*** Opening Exercise inputs ***
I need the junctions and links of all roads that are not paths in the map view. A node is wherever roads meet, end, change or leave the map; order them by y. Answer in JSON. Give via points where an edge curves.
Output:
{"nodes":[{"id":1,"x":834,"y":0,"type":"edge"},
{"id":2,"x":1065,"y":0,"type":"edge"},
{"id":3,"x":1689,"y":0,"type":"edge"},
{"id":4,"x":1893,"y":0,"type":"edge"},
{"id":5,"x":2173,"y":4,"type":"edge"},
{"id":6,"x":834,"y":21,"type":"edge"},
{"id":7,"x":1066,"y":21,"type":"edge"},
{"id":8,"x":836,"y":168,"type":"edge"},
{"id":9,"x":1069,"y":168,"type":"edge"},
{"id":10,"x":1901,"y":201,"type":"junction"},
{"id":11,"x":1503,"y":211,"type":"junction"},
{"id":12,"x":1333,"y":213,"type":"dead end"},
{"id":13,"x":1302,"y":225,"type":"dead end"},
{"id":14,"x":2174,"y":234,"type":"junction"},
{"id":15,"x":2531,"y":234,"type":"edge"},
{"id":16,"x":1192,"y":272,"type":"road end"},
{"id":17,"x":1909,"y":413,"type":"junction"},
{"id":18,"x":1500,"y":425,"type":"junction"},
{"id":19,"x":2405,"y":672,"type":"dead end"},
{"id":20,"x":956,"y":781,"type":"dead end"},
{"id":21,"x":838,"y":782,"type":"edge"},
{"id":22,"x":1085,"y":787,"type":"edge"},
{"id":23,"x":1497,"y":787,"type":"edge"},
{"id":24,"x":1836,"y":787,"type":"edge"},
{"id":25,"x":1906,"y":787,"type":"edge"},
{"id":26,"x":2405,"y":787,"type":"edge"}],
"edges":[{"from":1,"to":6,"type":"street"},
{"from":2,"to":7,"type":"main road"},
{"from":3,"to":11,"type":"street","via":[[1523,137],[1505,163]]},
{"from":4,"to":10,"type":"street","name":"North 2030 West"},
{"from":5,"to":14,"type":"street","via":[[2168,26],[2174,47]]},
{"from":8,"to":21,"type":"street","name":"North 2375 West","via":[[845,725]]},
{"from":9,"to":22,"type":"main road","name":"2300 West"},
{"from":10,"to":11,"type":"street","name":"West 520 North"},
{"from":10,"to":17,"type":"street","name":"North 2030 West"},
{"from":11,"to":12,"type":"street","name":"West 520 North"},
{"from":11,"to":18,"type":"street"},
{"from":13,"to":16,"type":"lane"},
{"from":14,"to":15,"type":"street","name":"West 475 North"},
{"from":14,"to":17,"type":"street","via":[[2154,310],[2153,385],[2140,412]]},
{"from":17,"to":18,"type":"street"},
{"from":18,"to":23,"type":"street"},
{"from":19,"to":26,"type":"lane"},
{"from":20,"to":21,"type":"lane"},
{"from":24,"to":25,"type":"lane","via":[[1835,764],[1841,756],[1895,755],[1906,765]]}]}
*** Closing Exercise inputs ***
» Problem description:
Read the records above. Show each line that has the string "West".

» Task answer:
{"from":4,"to":10,"type":"street","name":"North 2030 West"},
{"from":8,"to":21,"type":"street","name":"North 2375 West","via":[[845,725]]},
{"from":9,"to":22,"type":"main road","name":"2300 West"},
{"from":10,"to":11,"type":"street","name":"West 520 North"},
{"from":10,"to":17,"type":"street","name":"North 2030 West"},
{"from":11,"to":12,"type":"street","name":"West 520 North"},
{"from":14,"to":15,"type":"street","name":"West 475 North"},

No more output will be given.